It has been a while. I guess all bloggers must go through stages like this. I write and write and write and then I feel drained. I get away for a while. I think. I write blogs in my head. I think some more. I deal with people at work and situations at work that just annoy the crap out of me. I write another blog in my head but I am too tired to get it down. Repeat.
So, a friend of mind has encouraged me to write again. I have resisted writing for a while now. Mostly because I need so much down time and I never get it. So when I am off work, I avoid activities, like writing, that drain me emotionally. However, after writing this morning, I decided that writing also heals me and moves me forward. So I decided to come over here and write. Even though my family reads this blog (which is why I have not written for a while- I feel like they are so distant from me since I have become honest and open about who I am… and it’s painful).
I mostly want to write about being an atheist in a VERY Christian work environment in the Bible Belt. I recently joined a new department at work. This was a good move for me because the job is much less stressful and overwhelming. Two of the main department heads are gay: A gay man and a lesbian. I thought that this would be an ideal place to work, because it is honestly rare to find LGBT people who are extreme Christians. I guess I was wrong about that.

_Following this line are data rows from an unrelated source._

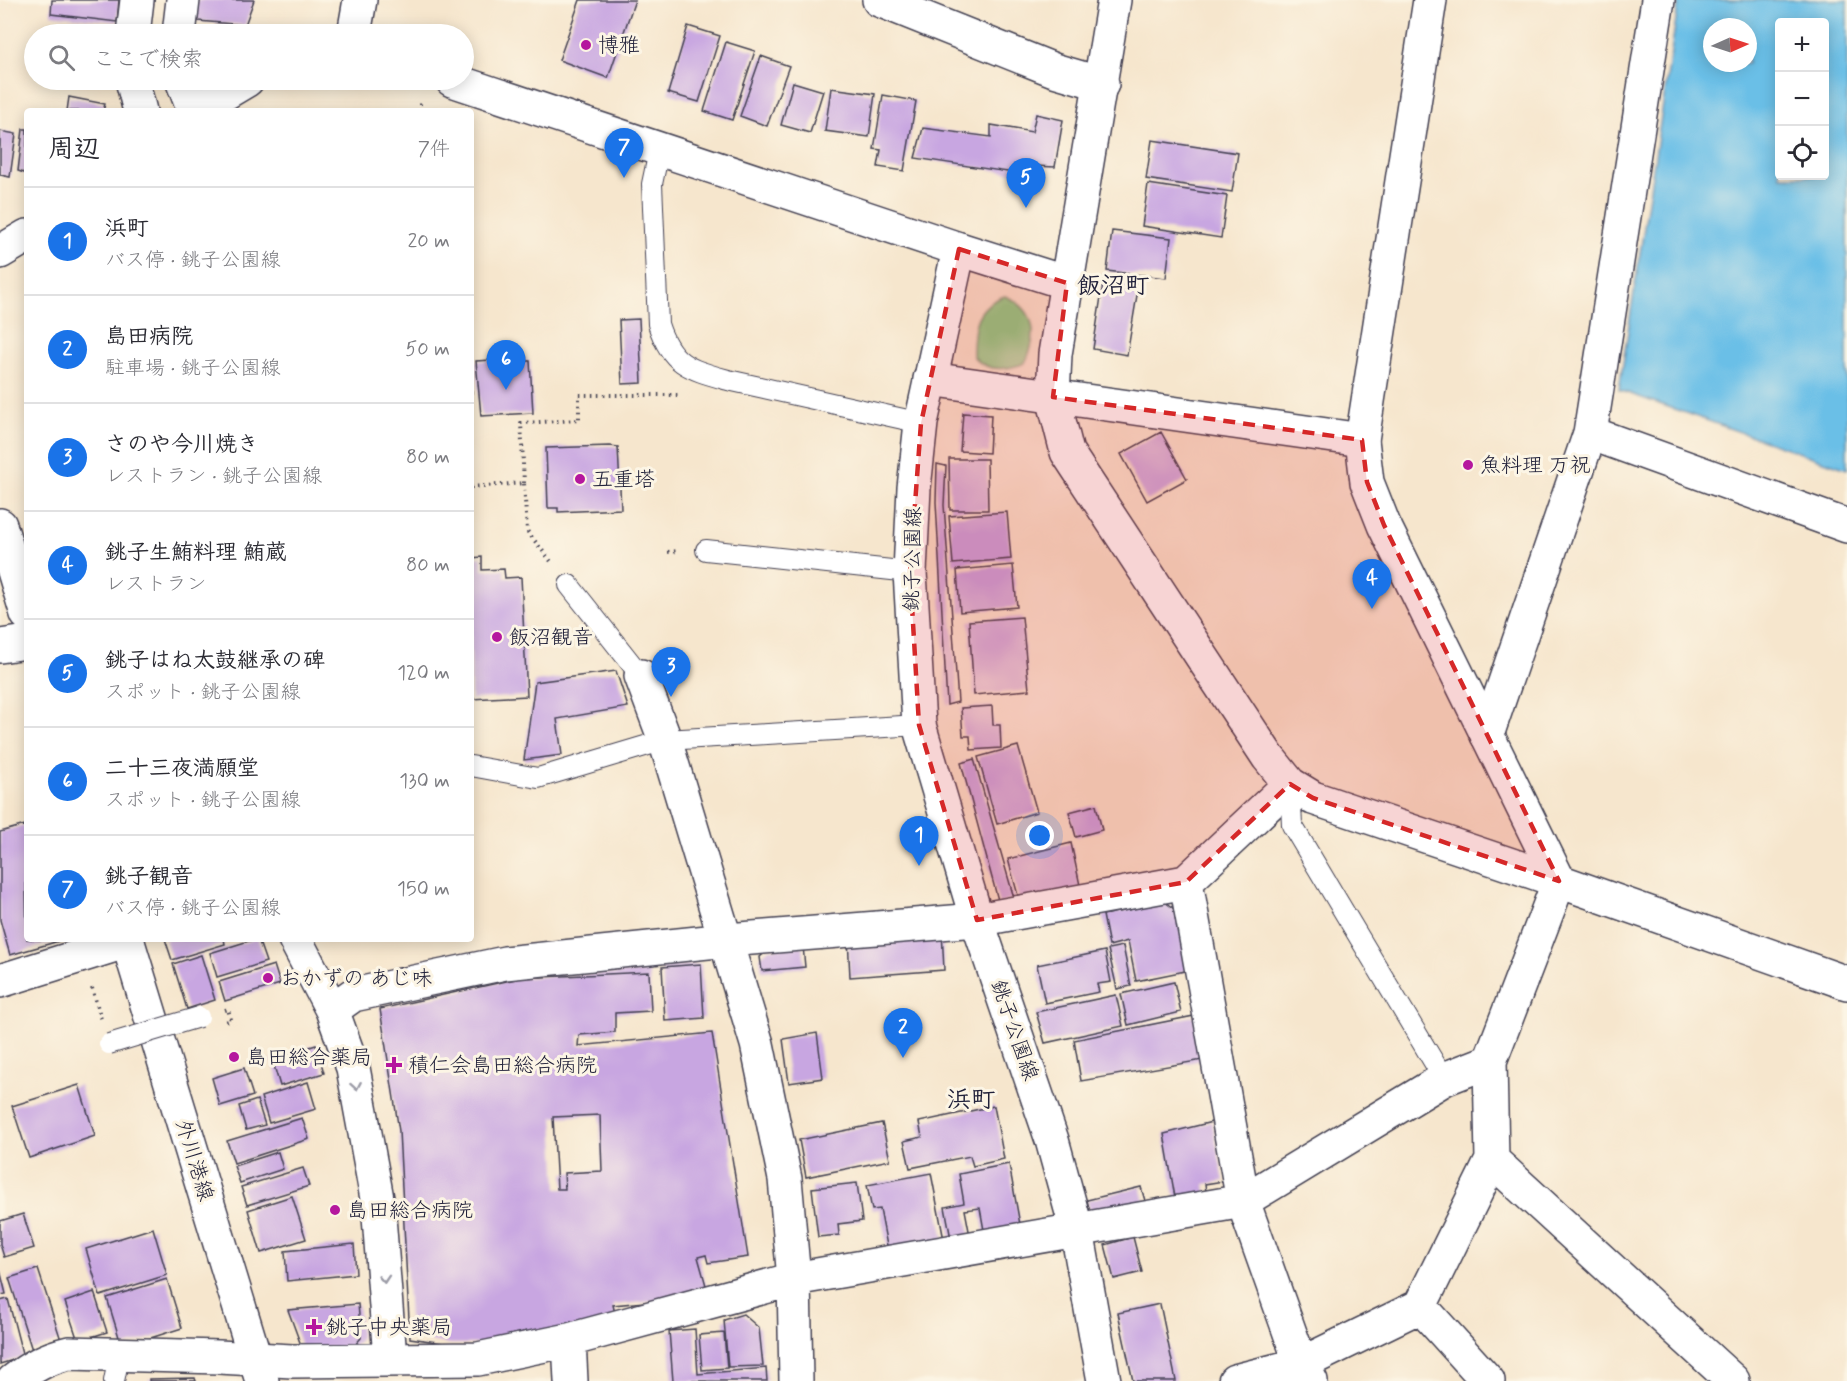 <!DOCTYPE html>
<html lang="ja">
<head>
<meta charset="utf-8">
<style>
	body { margin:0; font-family:Mynerve,"Klee One",sans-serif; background:#f2f2f3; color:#2b2b33 }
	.controls { position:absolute; right:18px; top:18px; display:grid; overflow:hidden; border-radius:6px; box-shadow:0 3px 15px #0003 }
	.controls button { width:54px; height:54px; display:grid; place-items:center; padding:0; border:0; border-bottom:2px solid #e1e1e2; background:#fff; color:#2b2b33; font:30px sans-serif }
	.compass { position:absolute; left:1703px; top:18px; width:54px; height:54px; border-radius:50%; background:#fff; box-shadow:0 3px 15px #0003; rotate:87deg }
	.you { position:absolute; left:1040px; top:836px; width:21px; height:21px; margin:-15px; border:4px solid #fff; border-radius:50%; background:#1a73e8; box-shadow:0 0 0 9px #1a73e833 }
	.badge { display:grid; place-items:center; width:39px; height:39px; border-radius:50%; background:#1a73e8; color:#fff; font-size:20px; font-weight:700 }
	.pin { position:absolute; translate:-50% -50px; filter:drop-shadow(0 2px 3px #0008) }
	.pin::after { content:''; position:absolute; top:32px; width:21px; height:18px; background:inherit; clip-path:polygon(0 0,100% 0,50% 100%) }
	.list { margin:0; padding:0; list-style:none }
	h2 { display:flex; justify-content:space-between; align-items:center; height:78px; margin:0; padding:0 24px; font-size:26px }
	h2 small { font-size:20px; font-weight:400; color:#7c7c81 }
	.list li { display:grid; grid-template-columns:39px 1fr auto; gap:18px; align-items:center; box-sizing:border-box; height:108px; padding:0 24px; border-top:2px solid #e1e1e2 }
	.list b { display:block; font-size:22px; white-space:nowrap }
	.list p { margin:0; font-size:20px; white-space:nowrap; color:#7c7c81 }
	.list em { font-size:20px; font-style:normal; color:#7c7c81 }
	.icon { flex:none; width:33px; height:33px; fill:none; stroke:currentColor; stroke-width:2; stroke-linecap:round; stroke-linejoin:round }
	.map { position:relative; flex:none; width:1847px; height:1381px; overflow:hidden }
	.search { position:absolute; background:#fff; box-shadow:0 3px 15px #0003; left:24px; top:24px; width:450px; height:66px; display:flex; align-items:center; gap:15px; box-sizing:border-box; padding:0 21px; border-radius:33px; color:#7c7c81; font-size:22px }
	.panel { position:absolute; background:#fff; box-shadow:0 3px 15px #0003; left:24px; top:108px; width:450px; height:834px; border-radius:6px }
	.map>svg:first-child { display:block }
	.green { fill:#8ccf87; stroke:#577861; stroke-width:1.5 }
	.water { fill:#6abfe7; stroke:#467091; stroke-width:1.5; fill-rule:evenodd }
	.building { fill:#c8a6e1; fill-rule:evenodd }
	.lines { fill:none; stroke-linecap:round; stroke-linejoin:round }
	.service-casing { stroke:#423f51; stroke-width:22 }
	.minor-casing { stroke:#423f51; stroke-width:36 }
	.tertiary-casing { stroke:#423f51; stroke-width:36 }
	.secondary-casing { stroke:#423f51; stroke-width:36 }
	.path { stroke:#423f51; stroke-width:4; stroke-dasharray:1.5 4.5; stroke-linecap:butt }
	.service { stroke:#fff; stroke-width:20 }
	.minor { stroke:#fff; stroke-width:33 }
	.tertiary { stroke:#fff; stroke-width:33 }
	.secondary { stroke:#fff; stroke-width:33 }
	.service-bridge-casing { stroke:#423f51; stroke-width:22; stroke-linecap:butt }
	.service-bridge { stroke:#fff; stroke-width:20 }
	.oneway { stroke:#9c9ca7 }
	.marked { fill:#d62828; fill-opacity:0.2; stroke:#d62828; stroke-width:4.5; stroke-dasharray:12 8; stroke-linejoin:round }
	.poi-dot { fill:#b5179e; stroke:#fcf5e5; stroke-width:2 }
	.labels { text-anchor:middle; stroke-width:6; stroke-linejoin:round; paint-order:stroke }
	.poi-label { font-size:21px; fill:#22223b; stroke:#fcf5e5; text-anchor:start }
	.street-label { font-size:21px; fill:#22223b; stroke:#fcf5e5 }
	.quarter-label { font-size:24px; font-weight:bold; fill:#22223b; stroke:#fcf5e5 }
</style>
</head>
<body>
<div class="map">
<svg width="1847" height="1381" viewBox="0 0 1847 1381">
	<rect width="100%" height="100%" fill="#fcf5e5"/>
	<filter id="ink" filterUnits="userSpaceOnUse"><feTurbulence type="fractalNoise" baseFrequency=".0167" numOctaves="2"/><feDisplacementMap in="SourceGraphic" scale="12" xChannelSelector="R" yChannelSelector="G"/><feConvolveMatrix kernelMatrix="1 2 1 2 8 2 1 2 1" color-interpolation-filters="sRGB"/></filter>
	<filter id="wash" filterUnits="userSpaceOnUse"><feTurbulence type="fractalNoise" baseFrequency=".008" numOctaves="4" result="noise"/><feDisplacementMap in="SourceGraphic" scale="24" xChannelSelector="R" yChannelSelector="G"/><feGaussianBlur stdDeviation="1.35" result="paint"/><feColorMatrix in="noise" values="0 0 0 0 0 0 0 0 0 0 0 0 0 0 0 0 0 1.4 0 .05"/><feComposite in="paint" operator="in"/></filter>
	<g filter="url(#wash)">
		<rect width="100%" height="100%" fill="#f6e6cd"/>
		<path class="green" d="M1005,296C1036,309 1039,335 1025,363C1007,370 987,373 973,356C973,328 974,306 1005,296Z"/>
		<path class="water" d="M1679,0H1847V469L1619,390ZM1780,22H1824V176H1780ZM1712,27H1748V63H1712Z"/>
		<g id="blocks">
			<path class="building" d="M52,0H119L117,22L51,14Z
				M197,0H254L245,25L198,21L194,14Z
				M580,0H635L608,78L559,60Z
				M688,26L720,36L699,102L668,93Z
				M726,42L755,51L732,120L704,111Z
				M761,56L789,66L767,126L740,116Z
				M793,82L823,91L810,133L781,125Z
				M831,88L875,94L869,137L825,131Z
				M883,95L916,101L904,171L878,167L881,150L874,149Z
				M69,97L105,104L103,111H67Z
				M1036,114L1063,120L1055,167L1014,165V173L915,158L923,128L991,137V125L1032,132Z
				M23,129H27V174L18,171Z
				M0,131L16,134L10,177L0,175Z
				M1152,140L1238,153L1232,192L1146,179Z
				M1148,184L1227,196L1221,238L1142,226Z
				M1112,231L1171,238L1166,278L1107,271Z
				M1104,277L1139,283L1127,355L1093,349Z
				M639,319L642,383L622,384L619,320Z
				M526,358V361H530L533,413L481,416L476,361Z
				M963,413L991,415L989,453L960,451Z
				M1161,432L1187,479L1147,501L1121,454Z
				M610,446L618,447L621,509L558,512V508H548L546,448Z
				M949,459H987L988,510H950Z
				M937,464L946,466L944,505L958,702L947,705L936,502Z
				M1007,512L1011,559L953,564L949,516Z
				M482,557V570L504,569L505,578L521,577L527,696L471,699V558Z
				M1013,565L1017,607L960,612L957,570Z
				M1022,617L1029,690L974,695L969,621Z
				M616,671L628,707L557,719L562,755L524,760L535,682Z
				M992,706L993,725H1000L1001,748L971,750L970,736H963L961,708Z
				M1018,746L1037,812L997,824L978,757Z
				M974,759L1014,898L999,904L961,763Z
				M1096,805L1102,830L1076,837L1069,812Z
				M25,825L27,939L59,941L10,955L0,920V832Z
				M1071,843L1081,890L1019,899L1008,859Z
				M1165,902L1178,912L1190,970L1136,981L1128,941L1109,946L1103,915Z
				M942,931L944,970L850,977L848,938Z
				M165,939H224L225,944L172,960Z
				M255,939H258L266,962L217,977L210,953Z
				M803,946L805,967L762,971L760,957L769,949Z
				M1123,946L1131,986L1117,989L1108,949Z
				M1105,951L1111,982L1097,984L1099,992L1045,1003L1037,965Z
				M201,955L215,1000L187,1009L173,964Z
				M701,964L704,1018L665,1021L662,967Z
				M274,965L280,984L225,1001L219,982Z
				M649,972L651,1011L615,1013V1032L579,1035L578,1046L712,1033L748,1257L708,1263L706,1255L698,1257L709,1296L613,1305L616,1318L526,1343V1331L487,1344H451L410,1338L399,1131L380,1009L520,978ZM600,1115L602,1171L564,1173L565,1189H557L553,1117Z
				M1174,982L1181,1012L1128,1025L1121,994Z
				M1116,995L1123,1026L1045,1043L1036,1012Z
				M1194,1016L1203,1060L1081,1081L1074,1040Z
				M817,1033L823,1078L789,1083L783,1039Z
				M316,1045L324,1073L280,1086L272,1059Z
				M244,1068L253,1096L220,1106L212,1078Z
				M308,1082L316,1109L269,1123L261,1097Z
				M79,1085L95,1136L29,1158L12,1106Z
				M257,1100L265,1125L246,1130L239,1106Z
				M994,1106L1004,1159L973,1166L970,1156L910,1168L904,1141L922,1137L919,1122Z
				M302,1118L309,1139L234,1163L227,1141Z
				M1212,1122L1224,1181L1205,1184L1207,1199L1177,1209L1164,1134Z
				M882,1123L890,1160L806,1177L799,1140Z
				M278,1152L283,1169L240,1183L234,1166Z
				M1009,1164L1021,1230L985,1236L980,1208L965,1210L970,1236L951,1239L945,1207L964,1203L959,1174Z
				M303,1168L309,1186L247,1205L241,1187Z
				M931,1173L944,1240L888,1251L880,1209L872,1210L867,1185Z
				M857,1183L862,1221L838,1224L839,1235L818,1237L812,1188Z
				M1141,1187L1148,1211L1093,1225L1087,1200Z
				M292,1196L306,1239L261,1253L248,1210Z
				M23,1214L34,1248L4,1257L0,1244V1221Z
				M153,1228L167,1275L100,1296L86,1249Z
				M1133,1237L1142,1272L1114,1279L1105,1245Z
				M354,1244L356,1274L287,1281L285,1251Z
				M38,1269L61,1340L32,1350L9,1278Z
				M0,1270L6,1294L0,1295Z
				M167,1279L182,1328L122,1347L107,1298Z
				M94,1292L107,1332L78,1341L65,1302Z
				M8,1299L23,1357L0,1364V1301Z
				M358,1304L361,1338L353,1347L302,1348L288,1310Z
				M1160,1304L1176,1381H1133L1118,1313Z
				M743,1314L759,1328L763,1366L728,1367L724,1320Z
				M695,1329L698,1374L766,1368L767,1381H673L669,1331Z
				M724,1333L727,1368L702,1370L699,1335Z
				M195,1378L196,1381H149V1379Z"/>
		</g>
	</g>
	<g filter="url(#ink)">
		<use href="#blocks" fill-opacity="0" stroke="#423f51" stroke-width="1.5"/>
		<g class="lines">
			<g class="service-casing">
				<path id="service" d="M659,151L652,184L658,324C671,365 689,369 728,380L921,423
					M706,550L910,572
					M569,585L641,676
					M471,766L538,778L665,740L919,725
					M1290,784L1292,825L1444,1079
					M114,1381L119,1356"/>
			</g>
			<g class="minor-casing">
				<path id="minor" d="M879,0L1054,70L1102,84
					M133,34L137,0
					M179,34L183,0
					M132,80L140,111
					M182,80L194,111
					M930,379L1362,440
					M1590,433L1847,526
					M0,646L27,642
					M641,676L665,740L757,1044L785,1179L794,1279L796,1381
					M1487,735L1590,433L1658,0
					M1186,882L1243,1201L1301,1364L1311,1381
					M295,939L332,1010L353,1068L378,1204L390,1358
					M0,981L128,941
					M332,1010L353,995L505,963L727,940L977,920L1186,882L1290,784
					M1492,1160L1733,1381
					M1420,1306L1488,1381
					M569,1340L571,1381
					M13,1381C31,1367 47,1358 69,1353L219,1357L292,1361L478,1359L569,1340L794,1279L1243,1201L1444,1079L1490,1061
					M1235,1381L1301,1364L1420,1306L1492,1160L1490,1061L1559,881"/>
			</g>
			<g class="tertiary-casing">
				<path id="tertiary" d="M1114,0L1055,354L1053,397L1067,452L1268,757L1290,784L1313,798L1559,881
					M1430,0L1362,440L1367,482L1384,525L1559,881L1847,983
					M354,34L360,0
					M959,249L1067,283"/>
			</g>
			<g class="secondary-casing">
				<path id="secondary" d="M452,80L959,249L921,423L914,488L910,572L919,725L977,920L1052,1140L1077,1231L1104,1381
					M195,111L247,80
					M0,252L27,236
					M0,525L27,614
					M127,939L262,1381"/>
			</g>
			<path class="path" d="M420,111V103
				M471,392H475
				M524,483L521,423L579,420V395H679
				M471,487L524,483L527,531L553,564
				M668,552L679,551
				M92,988L101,1019
				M225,1010L228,1009L231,1020L225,1022"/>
			<use href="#service" class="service"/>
			<use href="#minor" class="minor"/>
			<use href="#tertiary" class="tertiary"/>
			<use href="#secondary" class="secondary"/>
			<g class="service-bridge-casing">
				<path id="service-bridge" d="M109,1044L199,1017"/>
			</g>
			<use href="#service-bridge" class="service-bridge"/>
		</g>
		<defs><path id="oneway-chevron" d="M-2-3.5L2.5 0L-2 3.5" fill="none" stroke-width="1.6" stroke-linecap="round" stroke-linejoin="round" transform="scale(1.5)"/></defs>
		<g class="oneway">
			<use href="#oneway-chevron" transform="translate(356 1086) rotate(80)"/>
			<use href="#oneway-chevron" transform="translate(384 1279) rotate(86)"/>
		</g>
	</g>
	<path class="marked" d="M959,249L1067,283L1053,397L1362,440L1367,482L1384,525L1559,881L1313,798L1290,784L1186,882L977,920L919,725L910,572L921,423Z"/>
	<g class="poi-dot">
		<circle cx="586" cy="45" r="6"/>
		<circle cx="1468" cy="465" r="6"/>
		<circle cx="580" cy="479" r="6"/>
		<circle cx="497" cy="637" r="6"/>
		<circle cx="268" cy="978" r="6"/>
		<circle cx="234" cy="1057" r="6"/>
		<path d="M391 1056h6v6h6v6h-6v6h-6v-6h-6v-6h6z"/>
		<circle cx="335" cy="1210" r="6"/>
		<path d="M311 1318h6v6h6v6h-6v6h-6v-6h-6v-6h6z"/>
	</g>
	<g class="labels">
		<g class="poi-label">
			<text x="598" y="52">博雅</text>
			<text x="1480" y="472">魚料理 万祝</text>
			<text x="592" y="486">五重塔</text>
			<text x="509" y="644">飯沼観音</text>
			<text x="280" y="985">おかずの あじ味</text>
			<text x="246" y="1064">島田総合薬局</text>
			<text x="408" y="1072">積仁会島田総合病院</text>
			<text x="347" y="1217">島田総合病院</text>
			<text x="326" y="1334">銚子中央薬局</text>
		</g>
		<g class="street-label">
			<text transform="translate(912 559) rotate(-89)" y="7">銚子公園線</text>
			<text transform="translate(1015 1030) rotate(71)" y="7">銚子公園線</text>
			<text transform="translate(195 1160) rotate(73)" y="7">外川港線</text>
		</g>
		<g class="quarter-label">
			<text x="1113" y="293">飯沼町</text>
			<text x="971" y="1107">浜町</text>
		</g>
	</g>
</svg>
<div class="controls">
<button>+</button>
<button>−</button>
<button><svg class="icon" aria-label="locate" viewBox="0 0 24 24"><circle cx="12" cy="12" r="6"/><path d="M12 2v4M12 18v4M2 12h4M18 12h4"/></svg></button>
</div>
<svg class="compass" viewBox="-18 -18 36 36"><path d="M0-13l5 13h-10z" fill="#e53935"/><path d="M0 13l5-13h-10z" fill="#7c7c81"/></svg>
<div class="you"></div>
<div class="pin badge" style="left:919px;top:866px">1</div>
<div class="pin badge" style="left:903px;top:1058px">2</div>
<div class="pin badge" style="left:671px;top:697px">3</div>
<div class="pin badge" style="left:1372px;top:609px">4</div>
<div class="pin badge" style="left:1026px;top:208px">5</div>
<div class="pin badge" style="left:506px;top:390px">6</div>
<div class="pin badge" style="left:624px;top:178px">7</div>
<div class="search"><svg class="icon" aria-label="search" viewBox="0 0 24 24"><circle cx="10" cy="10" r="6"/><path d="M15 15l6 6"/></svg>ここで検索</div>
<section class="panel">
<h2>周辺<small>7件</small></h2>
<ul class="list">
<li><span class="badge">1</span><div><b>浜町</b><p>バス停 · 銚子公園線</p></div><em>20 m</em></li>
<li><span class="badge">2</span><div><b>島田病院</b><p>駐車場 · 銚子公園線</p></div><em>50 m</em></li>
<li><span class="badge">3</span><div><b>さのや今川焼き</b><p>レストラン · 銚子公園線</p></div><em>80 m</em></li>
<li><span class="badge">4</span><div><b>銚子生鮪料理 鮪蔵</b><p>レストラン</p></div><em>80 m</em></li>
<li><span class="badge">5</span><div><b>銚子はね太鼓継承の碑</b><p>スポット · 銚子公園線</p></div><em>120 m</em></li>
<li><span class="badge">6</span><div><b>二十三夜満願堂</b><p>スポット · 銚子公園線</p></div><em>130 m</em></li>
<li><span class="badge">7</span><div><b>銚子観音</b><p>バス停 · 銚子公園線</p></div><em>150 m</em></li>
</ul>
</section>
</div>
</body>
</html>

We had a get-together a few weeks ago and shared some food. Just as I was about to grab a plate and get some food, I heard the dreaded words, “Let’s pray.” I was momentarily shocked. My thoughts: um WTF? Seriously? Am I working in a public, State College?? WOW! I looked around, desperately hoping to see someone who did not have their head bowed and their eyes closed. At first, I saw no one. I started to feel suffocated. I started to feel angry. I heard movement behind me in the kitchen area and I saw a coworker in there acting busy. I don’t know if she was trying to avoid the prayer like I was, but maybe one day I will find out that I am not the only person there who resents being subjected to a Christian prayer every time we eat together.
Let me tell you what I have concluded after several weeks of thinking about this incident.
1 1) I am not being too sensitive to think that this is WAY wrong. Forcing a department to pray to your god is not only rude; it isolates people in other religions (and people with NO religion).
2 2) I find it very wrong to conduct a public prayer session in a place of employment. This is one place that people do not feel safe to say, “Hello? I am an atheist and I really don’t want to pray over the food.” We have to bite our tongues, because we have a mortgage to pay and children to support. We also work 8 hours a day with these people and who wants to be the person who makes a big deal about a stupid prayer?
3) If you claim that you do not discriminate based on race, religion, gender, etc… then this means that you should not PRAY over your meals in a public college.
4) Doesn’t your religion teach you to pray in private? This public show of religion is just arrogant and wrong.I asked my son what he thought of this incident. He said this: “How would they feel if you threw down a prayer rug and fell to your knees saying, praise Allah?” Exactly! How about if a room full of people started doing that and there is one person who wants to pray to their Christian god? How would they feel?
I feel that I don’t really fit in anyplace I go in the south. I am a bisexual. I often annoy lesbians who think I should “Pick a side.” I feel lonely at work when people have religions conversations about god, and how things are meant to be. I have had to hear long conversations about how god has a plan for everything, Some of these people are also the worst backstabbing bitches I have ever encountered. So, I vent on my blog.I have let go some of my anger. I think this blog has helped. I have a few acquaintances at work who are Christians. We do not talk about religion or politics. I still respect them as humans and see the good in many of them. Some of them, I’m sure, pray for my soul every night. (The ones who have seen my house and my paintings and who know I do not attend church).
I think it’s important for people to realize that the world is made up of many different religions and many different kinds of people. Don’t be the type of person who is arrogant. Not everyone worships your god!